Ingest the DomainTools NOD feed to monitor it. Then you can reference domaintools.nod_feed when using visualizations or alerts.
Data Streams¶
The DomainTools Real Time Unified Feeds integration collects one type of data streams: logs.
Log data streams collected by the DomainTools integration include the Newly Observed Domains (NOD) feed: Apex-level domains that we observe for the first time, and have not observed previously. Populated with our global DNS sensor network.
Requirements¶
You need Elasticsearch for storing and searching your data and Kibana for visualizing and managing it. You can use our hosted Elasticsearch Service on Elastic Cloud, which is recommended, or self-manage the Elastic Stack on your own hardware.

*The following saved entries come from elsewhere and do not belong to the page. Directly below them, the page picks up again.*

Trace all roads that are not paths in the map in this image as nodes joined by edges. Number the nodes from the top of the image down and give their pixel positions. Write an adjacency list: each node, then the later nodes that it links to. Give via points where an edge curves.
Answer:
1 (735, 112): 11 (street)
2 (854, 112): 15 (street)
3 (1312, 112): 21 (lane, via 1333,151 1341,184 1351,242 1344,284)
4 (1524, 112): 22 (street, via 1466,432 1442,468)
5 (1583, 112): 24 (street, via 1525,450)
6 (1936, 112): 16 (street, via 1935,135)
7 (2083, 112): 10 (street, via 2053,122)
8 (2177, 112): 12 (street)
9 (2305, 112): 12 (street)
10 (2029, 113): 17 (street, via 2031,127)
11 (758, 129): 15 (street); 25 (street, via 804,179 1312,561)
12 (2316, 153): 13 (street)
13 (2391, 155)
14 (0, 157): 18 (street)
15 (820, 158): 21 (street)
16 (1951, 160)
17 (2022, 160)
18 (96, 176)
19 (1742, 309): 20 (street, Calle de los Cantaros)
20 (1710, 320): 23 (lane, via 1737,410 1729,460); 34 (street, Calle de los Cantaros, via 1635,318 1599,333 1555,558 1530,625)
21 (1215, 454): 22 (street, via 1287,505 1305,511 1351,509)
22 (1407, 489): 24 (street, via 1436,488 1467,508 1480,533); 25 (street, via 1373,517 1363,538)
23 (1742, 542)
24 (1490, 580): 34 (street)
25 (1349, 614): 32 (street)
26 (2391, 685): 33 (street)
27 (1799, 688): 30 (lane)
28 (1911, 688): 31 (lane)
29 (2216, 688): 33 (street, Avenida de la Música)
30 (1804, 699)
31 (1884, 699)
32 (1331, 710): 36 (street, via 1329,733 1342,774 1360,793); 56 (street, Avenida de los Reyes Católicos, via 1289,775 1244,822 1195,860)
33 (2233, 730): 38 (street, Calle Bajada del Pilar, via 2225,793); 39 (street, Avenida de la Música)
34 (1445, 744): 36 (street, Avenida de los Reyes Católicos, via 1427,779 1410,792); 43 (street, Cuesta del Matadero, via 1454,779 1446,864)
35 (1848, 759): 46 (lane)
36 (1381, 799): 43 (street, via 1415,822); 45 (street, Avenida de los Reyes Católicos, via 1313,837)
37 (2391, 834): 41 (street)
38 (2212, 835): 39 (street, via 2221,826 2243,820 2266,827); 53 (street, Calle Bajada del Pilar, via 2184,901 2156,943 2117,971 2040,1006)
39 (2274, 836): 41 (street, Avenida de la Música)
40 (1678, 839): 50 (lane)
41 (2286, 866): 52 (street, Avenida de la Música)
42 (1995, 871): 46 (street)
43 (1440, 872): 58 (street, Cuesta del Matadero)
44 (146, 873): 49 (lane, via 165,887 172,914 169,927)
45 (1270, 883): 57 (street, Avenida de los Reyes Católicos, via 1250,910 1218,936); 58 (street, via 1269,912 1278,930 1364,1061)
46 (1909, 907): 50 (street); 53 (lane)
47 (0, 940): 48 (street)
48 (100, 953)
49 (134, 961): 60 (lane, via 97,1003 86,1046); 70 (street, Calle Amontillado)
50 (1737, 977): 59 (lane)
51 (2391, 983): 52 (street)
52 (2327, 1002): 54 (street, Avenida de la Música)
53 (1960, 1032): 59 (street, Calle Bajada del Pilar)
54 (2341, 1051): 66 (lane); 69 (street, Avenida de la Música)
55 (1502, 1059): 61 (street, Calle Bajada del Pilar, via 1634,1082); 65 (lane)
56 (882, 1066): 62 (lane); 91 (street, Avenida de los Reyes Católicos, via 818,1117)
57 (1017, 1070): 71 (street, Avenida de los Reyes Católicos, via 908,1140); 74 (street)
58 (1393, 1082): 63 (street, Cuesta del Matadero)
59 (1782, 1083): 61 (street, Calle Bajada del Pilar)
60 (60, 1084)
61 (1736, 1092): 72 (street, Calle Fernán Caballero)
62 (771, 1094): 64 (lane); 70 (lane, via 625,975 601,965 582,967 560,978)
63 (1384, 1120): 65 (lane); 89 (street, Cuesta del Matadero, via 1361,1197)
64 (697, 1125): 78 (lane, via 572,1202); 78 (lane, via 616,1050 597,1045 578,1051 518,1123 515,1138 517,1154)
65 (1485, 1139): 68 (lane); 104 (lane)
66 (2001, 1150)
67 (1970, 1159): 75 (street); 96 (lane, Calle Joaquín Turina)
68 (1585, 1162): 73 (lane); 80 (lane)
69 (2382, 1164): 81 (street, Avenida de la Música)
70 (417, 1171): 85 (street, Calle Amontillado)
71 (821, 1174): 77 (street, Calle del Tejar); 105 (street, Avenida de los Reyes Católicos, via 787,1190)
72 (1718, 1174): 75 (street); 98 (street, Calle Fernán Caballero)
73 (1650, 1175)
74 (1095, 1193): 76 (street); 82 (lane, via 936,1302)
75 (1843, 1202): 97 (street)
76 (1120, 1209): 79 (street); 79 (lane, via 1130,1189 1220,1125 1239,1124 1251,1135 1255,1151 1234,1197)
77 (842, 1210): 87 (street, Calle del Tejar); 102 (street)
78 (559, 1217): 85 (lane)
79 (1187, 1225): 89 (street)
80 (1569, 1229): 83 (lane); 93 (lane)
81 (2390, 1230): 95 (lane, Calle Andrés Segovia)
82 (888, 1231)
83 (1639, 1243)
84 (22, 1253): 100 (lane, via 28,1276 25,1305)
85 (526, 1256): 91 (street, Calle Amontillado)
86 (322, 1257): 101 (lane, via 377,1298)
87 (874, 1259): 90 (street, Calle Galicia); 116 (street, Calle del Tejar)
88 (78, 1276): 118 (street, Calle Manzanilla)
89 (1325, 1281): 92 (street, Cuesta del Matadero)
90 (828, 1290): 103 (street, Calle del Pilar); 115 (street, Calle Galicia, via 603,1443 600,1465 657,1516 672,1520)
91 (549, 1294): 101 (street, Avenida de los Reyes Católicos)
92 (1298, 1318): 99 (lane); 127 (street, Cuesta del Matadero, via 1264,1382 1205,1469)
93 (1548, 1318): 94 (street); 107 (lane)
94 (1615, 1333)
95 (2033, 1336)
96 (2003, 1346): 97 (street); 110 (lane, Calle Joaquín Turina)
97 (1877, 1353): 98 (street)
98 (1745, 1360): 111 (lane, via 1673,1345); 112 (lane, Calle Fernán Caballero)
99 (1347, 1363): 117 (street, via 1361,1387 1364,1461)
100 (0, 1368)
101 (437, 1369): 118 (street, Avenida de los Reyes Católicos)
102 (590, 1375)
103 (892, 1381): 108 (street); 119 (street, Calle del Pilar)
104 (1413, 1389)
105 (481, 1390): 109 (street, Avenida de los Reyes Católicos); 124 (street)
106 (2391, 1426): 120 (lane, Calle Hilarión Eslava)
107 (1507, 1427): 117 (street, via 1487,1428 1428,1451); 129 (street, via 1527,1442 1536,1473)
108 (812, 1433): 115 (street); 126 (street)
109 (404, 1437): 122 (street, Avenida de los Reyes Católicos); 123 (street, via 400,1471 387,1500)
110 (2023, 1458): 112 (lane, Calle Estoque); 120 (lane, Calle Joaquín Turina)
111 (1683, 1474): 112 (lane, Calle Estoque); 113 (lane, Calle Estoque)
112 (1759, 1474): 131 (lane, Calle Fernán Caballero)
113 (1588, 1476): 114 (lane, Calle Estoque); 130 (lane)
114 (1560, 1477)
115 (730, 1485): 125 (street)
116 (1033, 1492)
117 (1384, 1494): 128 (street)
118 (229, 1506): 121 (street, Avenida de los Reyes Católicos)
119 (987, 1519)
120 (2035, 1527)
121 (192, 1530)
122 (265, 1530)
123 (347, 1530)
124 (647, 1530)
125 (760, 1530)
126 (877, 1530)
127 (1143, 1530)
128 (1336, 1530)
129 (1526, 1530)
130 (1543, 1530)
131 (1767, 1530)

You will require a license to one or more DomainTools feeds, and API credentials. Your required API credentials will vary with your authentication method, detailed below.
Obtain your API credentials from your group’s API administrator; your administrator can reach DomainTools at enterprisesupport@domaintools.com. API administrators can manage their API keys at research.domaintools.com, selecting the drop-down account menu and choosing API admin.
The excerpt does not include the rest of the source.